Line by line, copy out the entries exactly and leave the pictures behind.

Saved entries:
- - -
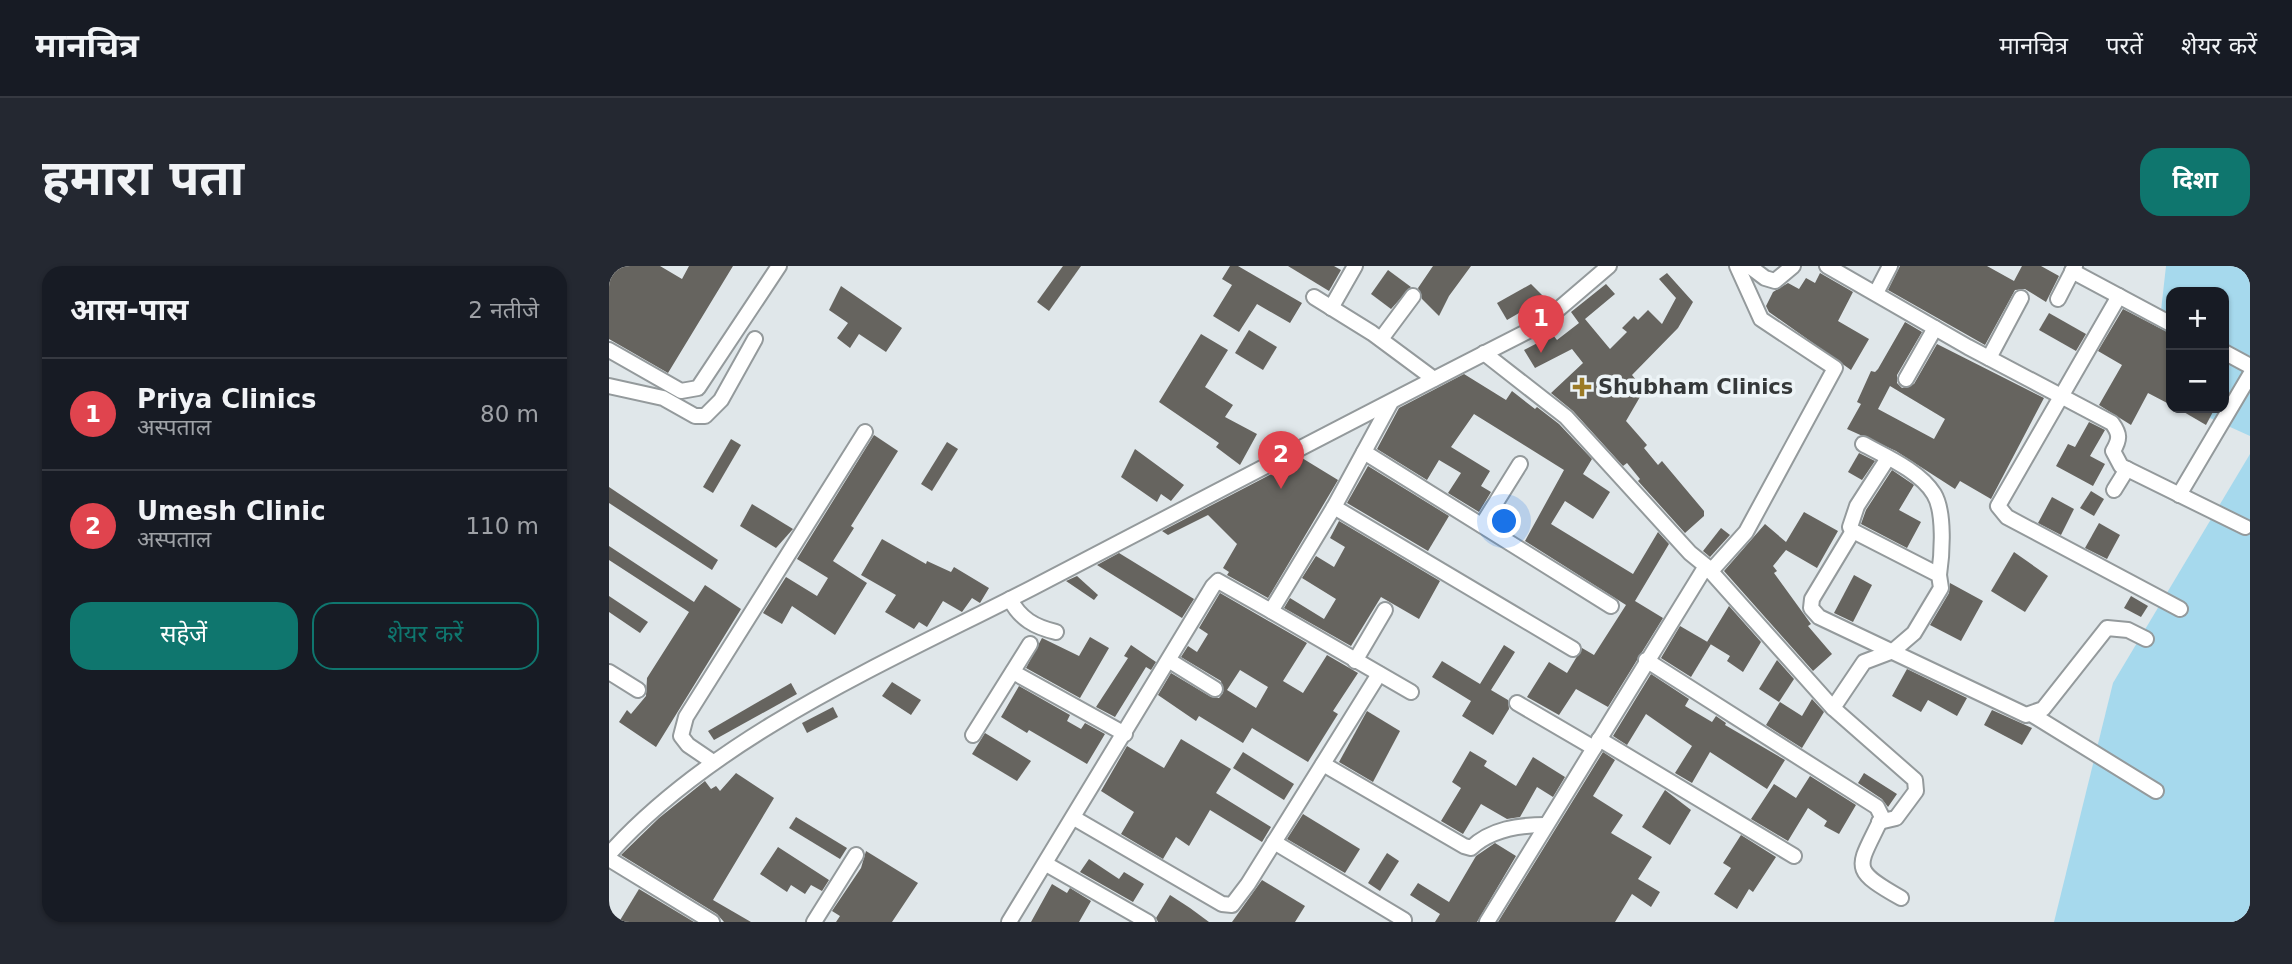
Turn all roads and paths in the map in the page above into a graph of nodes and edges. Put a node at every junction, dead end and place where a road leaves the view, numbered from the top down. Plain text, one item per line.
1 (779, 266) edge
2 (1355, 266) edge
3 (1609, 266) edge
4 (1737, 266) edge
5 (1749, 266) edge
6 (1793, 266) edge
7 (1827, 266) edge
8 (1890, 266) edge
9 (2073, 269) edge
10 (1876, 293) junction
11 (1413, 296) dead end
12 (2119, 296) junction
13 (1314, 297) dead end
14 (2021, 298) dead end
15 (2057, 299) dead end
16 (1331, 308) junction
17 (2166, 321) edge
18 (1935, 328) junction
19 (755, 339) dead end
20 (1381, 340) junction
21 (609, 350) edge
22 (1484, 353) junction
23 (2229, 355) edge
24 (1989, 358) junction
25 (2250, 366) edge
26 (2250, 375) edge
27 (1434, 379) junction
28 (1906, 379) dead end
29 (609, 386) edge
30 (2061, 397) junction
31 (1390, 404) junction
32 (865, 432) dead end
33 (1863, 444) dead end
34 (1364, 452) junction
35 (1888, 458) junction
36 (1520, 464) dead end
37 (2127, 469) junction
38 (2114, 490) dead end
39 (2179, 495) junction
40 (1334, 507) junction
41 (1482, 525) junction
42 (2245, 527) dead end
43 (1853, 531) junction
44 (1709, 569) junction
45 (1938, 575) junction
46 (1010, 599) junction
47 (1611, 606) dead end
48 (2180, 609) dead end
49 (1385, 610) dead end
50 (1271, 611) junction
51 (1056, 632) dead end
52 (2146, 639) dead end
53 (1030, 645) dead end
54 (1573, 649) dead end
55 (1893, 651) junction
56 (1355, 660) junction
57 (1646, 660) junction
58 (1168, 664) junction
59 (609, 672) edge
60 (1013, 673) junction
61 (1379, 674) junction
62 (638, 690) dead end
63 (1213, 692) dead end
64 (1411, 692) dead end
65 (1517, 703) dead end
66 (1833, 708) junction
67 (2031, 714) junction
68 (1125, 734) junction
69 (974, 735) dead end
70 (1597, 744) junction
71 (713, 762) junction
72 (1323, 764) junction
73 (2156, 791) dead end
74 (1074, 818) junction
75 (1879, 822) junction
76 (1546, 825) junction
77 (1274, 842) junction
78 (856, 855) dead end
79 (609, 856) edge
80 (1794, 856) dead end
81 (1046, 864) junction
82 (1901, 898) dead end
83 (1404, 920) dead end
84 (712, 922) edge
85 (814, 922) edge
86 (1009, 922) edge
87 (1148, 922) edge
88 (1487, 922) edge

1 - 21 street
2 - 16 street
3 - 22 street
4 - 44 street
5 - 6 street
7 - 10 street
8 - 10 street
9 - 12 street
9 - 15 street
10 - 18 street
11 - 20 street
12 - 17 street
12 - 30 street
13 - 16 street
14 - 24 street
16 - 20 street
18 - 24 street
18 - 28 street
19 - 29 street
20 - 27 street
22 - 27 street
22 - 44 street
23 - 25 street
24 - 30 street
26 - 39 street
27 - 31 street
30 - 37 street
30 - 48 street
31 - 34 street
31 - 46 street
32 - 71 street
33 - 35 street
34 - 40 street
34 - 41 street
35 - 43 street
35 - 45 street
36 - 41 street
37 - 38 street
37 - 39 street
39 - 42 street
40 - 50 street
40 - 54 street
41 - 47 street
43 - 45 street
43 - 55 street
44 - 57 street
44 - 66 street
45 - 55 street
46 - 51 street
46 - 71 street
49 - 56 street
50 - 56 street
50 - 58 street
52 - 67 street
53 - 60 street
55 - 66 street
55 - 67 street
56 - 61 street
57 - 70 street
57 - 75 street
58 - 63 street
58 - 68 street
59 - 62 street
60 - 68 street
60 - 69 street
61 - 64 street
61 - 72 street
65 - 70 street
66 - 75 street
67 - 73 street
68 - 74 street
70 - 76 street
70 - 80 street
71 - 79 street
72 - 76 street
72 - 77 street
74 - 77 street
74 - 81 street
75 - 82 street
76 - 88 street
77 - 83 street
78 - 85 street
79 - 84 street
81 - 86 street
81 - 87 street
- - -
> [Written response]:
Turn all roads and paths in the map in the page above into a graph of nodes and edges. Put a node at every junction, dead end and place where a road leaves the view, numbered from the top down. Plain text, one item per line.
1 (779, 266) edge
2 (1355, 266) edge
3 (1609, 266) edge
4 (1737, 266) edge
5 (1749, 266) edge
6 (1793, 266) edge
7 (1827, 266) edge
8 (1890, 266) edge
9 (2073, 269) edge
10 (1876, 293) junction
11 (1413, 296) dead end
12 (2119, 296) junction
13 (1314, 297) dead end
14 (2021, 298) dead end
15 (2057, 299) dead end
16 (1331, 308) junction
17 (2166, 321) edge
18 (1935, 328) junction
19 (755, 339) dead end
20 (1381, 340) junction
21 (609, 350) edge
22 (1484, 353) junction
23 (2229, 355) edge
24 (1989, 358) junction
25 (2250, 366) edge
26 (2250, 375) edge
27 (1434, 379) junction
28 (1906, 379) dead end
29 (609, 386) edge
30 (2061, 397) junction
31 (1390, 404) junction
32 (865, 432) dead end
33 (1863, 444) dead end
34 (1364, 452) junction
35 (1888, 458) junction
36 (1520, 464) dead end
37 (2127, 469) junction
38 (2114, 490) dead end
39 (2179, 495) junction
40 (1334, 507) junction
41 (1482, 525) junction
42 (2245, 527) dead end
43 (1853, 531) junction
44 (1709, 569) junction
45 (1938, 575) junction
46 (1010, 599) junction
47 (1611, 606) dead end
48 (2180, 609) dead end
49 (1385, 610) dead end
50 (1271, 611) junction
51 (1056, 632) dead end
52 (2146, 639) dead end
53 (1030, 645) dead end
54 (1573, 649) dead end
55 (1893, 651) junction
56 (1355, 660) junction
57 (1646, 660) junction
58 (1168, 664) junction
59 (609, 672) edge
60 (1013, 673) junction
61 (1379, 674) junction
62 (638, 690) dead end
63 (1213, 692) dead end
64 (1411, 692) dead end
65 (1517, 703) dead end
66 (1833, 708) junction
67 (2031, 714) junction
68 (1125, 734) junction
69 (974, 735) dead end
70 (1597, 744) junction
71 (713, 762) junction
72 (1323, 764) junction
73 (2156, 791) dead end
74 (1074, 818) junction
75 (1879, 822) junction
76 (1546, 825) junction
77 (1274, 842) junction
78 (856, 855) dead end
79 (609, 856) edge
80 (1794, 856) dead end
81 (1046, 864) junction
82 (1901, 898) dead end
83 (1404, 920) dead end
84 (712, 922) edge
85 (814, 922) edge
86 (1009, 922) edge
87 (1148, 922) edge
88 (1487, 922) edge

1 - 21 street
2 - 16 street
3 - 22 street
4 - 44 street
5 - 6 street
7 - 10 street
8 - 10 street
9 - 12 street
9 - 15 street
10 - 18 street
11 - 20 street
12 - 17 street
12 - 30 street
13 - 16 street
14 - 24 street
16 - 20 street
18 - 24 street
18 - 28 street
19 - 29 street
20 - 27 street
22 - 27 street
22 - 44 street
23 - 25 street
24 - 30 street
26 - 39 street
27 - 31 street
30 - 37 street
30 - 48 street
31 - 34 street
31 - 46 street
32 - 71 street
33 - 35 street
34 - 40 street
34 - 41 street
35 - 43 street
35 - 45 street
36 - 41 street
37 - 38 street
37 - 39 street
39 - 42 street
40 - 50 street
40 - 54 street
41 - 47 street
43 - 45 street
43 - 55 street
44 - 57 street
44 - 66 street
45 - 55 street
46 - 51 street
46 - 71 street
49 - 56 street
50 - 56 street
50 - 58 street
52 - 67 street
53 - 60 street
55 - 66 street
55 - 67 street
56 - 61 street
57 - 70 street
57 - 75 street
58 - 63 street
58 - 68 street
59 - 62 street
60 - 68 street
60 - 69 street
61 - 64 street
61 - 72 street
65 - 70 street
66 - 75 street
67 - 73 street
68 - 74 street
70 - 76 street
70 - 80 street
71 - 79 street
72 - 76 street
72 - 77 street
74 - 77 street
74 - 81 street
75 - 82 street
76 - 88 street
77 - 83 street
78 - 85 street
79 - 84 street
81 - 86 street
81 - 87 street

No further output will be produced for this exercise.